▸ **Records for the task**:
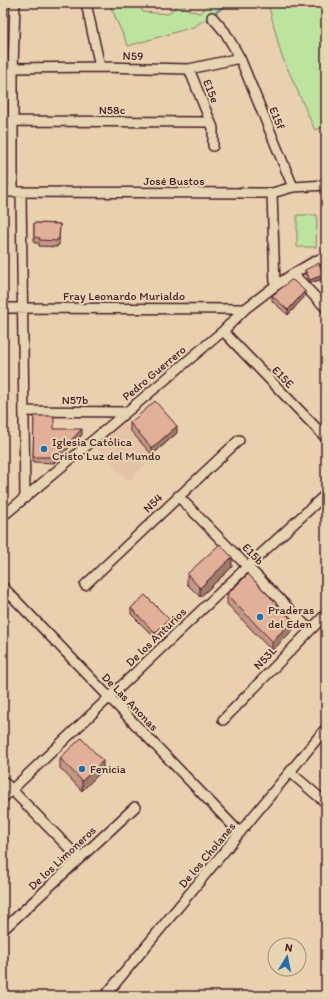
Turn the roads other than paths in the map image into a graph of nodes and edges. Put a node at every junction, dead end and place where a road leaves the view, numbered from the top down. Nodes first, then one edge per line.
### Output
1 (15, 3) edge
2 (86, 3) edge
3 (212, 17) dead end
4 (240, 58) junction
5 (100, 67) junction
6 (13, 68) junction
7 (189, 69) junction
8 (13, 122) junction
9 (210, 122) junction
10 (213, 146) dead end
11 (326, 185) edge
12 (293, 188) junction
13 (3, 192) edge
14 (17, 192) junction
15 (272, 193) junction
16 (326, 257) edge
17 (293, 274) junction
18 (275, 286) junction
19 (3, 308) edge
20 (22, 308) junction
21 (245, 308) junction
22 (326, 308) edge
23 (223, 332) junction
24 (24, 411) junction
25 (126, 412) junction
26 (326, 438) edge
27 (239, 440) dead end
28 (326, 494) edge
29 (178, 496) junction
30 (25, 498) junction
31 (3, 516) edge
32 (248, 566) junction
33 (85, 585) dead end
34 (3, 587) edge
35 (326, 614) edge
36 (310, 630) junction
37 (110, 698) junction
38 (222, 720) dead end
39 (326, 728) edge
40 (290, 772) junction
41 (3, 781) edge
42 (11, 789) junction
43 (3, 798) edge
44 (326, 803) edge
45 (134, 807) dead end
46 (240, 833) junction
47 (79, 858) junction
48 (6, 927) dead end
49 (108, 995) edge

1 - 6 street
2 - 5 street
3 - 4 street, E15f
4 - 7 street, N59
4 - 12 street, E15f
5 - 6 street, N59
5 - 7 street, N59
6 - 8 street
7 - 9 street, E15e
8 - 9 street, N58c
8 - 14 street
9 - 10 street, E15e
11 - 12 street, José Bustos
12 - 15 street, José Bustos
13 - 14 street, José Bustos
14 - 15 street, José Bustos
14 - 20 street
15 - 18 street
16 - 17 street, Pedro Guerrero
17 - 18 street, Pedro Guerrero
17 - 22 street
18 - 21 street, Pedro Guerrero
19 - 20 street, Fray Leonardo Murialdo
20 - 21 street, Fray Leonardo Murialdo
20 - 24 street
21 - 23 street, Pedro Guerrero
23 - 25 street, Pedro Guerrero
23 - 26 street, E15E
24 - 25 street, N57b
24 - 30 street
25 - 30 street, Pedro Guerrero
27 - 29 street, N54
28 - 32 street, De los Anturios
29 - 32 street, E15b
29 - 33 street, N54
30 - 31 street, Pedro Guerrero
32 - 36 street, E15b
32 - 37 street, De los Anturios
34 - 37 street, De Las Anonas
35 - 36 street, N53L
36 - 38 street, N53L
37 - 42 street, De los Anturios
37 - 46 street, De Las Anonas
39 - 40 street, De los Cholanes
40 - 44 street
40 - 46 street, De los Cholanes
41 - 42 street
42 - 43 street, De los Anturios
42 - 47 street
45 - 47 street, De los Limoneros
46 - 49 street, De los Cholanes
47 - 48 street, De los Limoneros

▸ **Task instructions**:
Leaving the pictures out, set down all of the data again exactly.

▸ **Reply to the exercise**:
Turn the roads other than paths in the map image into a graph of nodes and edges. Put a node at every junction, dead end and place where a road leaves the view, numbered from the top down. Nodes first, then one edge per line.
### Output
1 (15, 3) edge
2 (86, 3) edge
3 (212, 17) dead end
4 (240, 58) junction
5 (100, 67) junction
6 (13, 68) junction
7 (189, 69) junction
8 (13, 122) junction
9 (210, 122) junction
10 (213, 146) dead end
11 (326, 185) edge
12 (293, 188) junction
13 (3, 192) edge
14 (17, 192) junction
15 (272, 193) junction
16 (326, 257) edge
17 (293, 274) junction
18 (275, 286) junction
19 (3, 308) edge
20 (22, 308) junction
21 (245, 308) junction
22 (326, 308) edge
23 (223, 332) junction
24 (24, 411) junction
25 (126, 412) junction
26 (326, 438) edge
27 (239, 440) dead end
28 (326, 494) edge
29 (178, 496) junction
30 (25, 498) junction
31 (3, 516) edge
32 (248, 566) junction
33 (85, 585) dead end
34 (3, 587) edge
35 (326, 614) edge
36 (310, 630) junction
37 (110, 698) junction
38 (222, 720) dead end
39 (326, 728) edge
40 (290, 772) junction
41 (3, 781) edge
42 (11, 789) junction
43 (3, 798) edge
44 (326, 803) edge
45 (134, 807) dead end
46 (240, 833) junction
47 (79, 858) junction
48 (6, 927) dead end
49 (108, 995) edge

1 - 6 street
2 - 5 street
3 - 4 street, E15f
4 - 7 street, N59
4 - 12 street, E15f
5 - 6 street, N59
5 - 7 street, N59
6 - 8 street
7 - 9 street, E15e
8 - 9 street, N58c
8 - 14 street
9 - 10 street, E15e
11 - 12 street, José Bustos
12 - 15 street, José Bustos
13 - 14 street, José Bustos
14 - 15 street, José Bustos
14 - 20 street
15 - 18 street
16 - 17 street, Pedro Guerrero
17 - 18 street, Pedro Guerrero
17 - 22 street
18 - 21 street, Pedro Guerrero
19 - 20 street, Fray Leonardo Murialdo
20 - 21 street, Fray Leonardo Murialdo
20 - 24 street
21 - 23 street, Pedro Guerrero
23 - 25 street, Pedro Guerrero
23 - 26 street, E15E
24 - 25 street, N57b
24 - 30 street
25 - 30 street, Pedro Guerrero
27 - 29 street, N54
28 - 32 street, De los Anturios
29 - 32 street, E15b
29 - 33 street, N54
30 - 31 street, Pedro Guerrero
32 - 36 street, E15b
32 - 37 street, De los Anturios
34 - 37 street, De Las Anonas
35 - 36 street, N53L
36 - 38 street, N53L
37 - 42 street, De los Anturios
37 - 46 street, De Las Anonas
39 - 40 street, De los Cholanes
40 - 44 street
40 - 46 street, De los Cholanes
41 - 42 street
42 - 43 street, De los Anturios
42 - 47 street
45 - 47 street, De los Limoneros
46 - 49 street, De los Cholanes
47 - 48 street, De los Limoneros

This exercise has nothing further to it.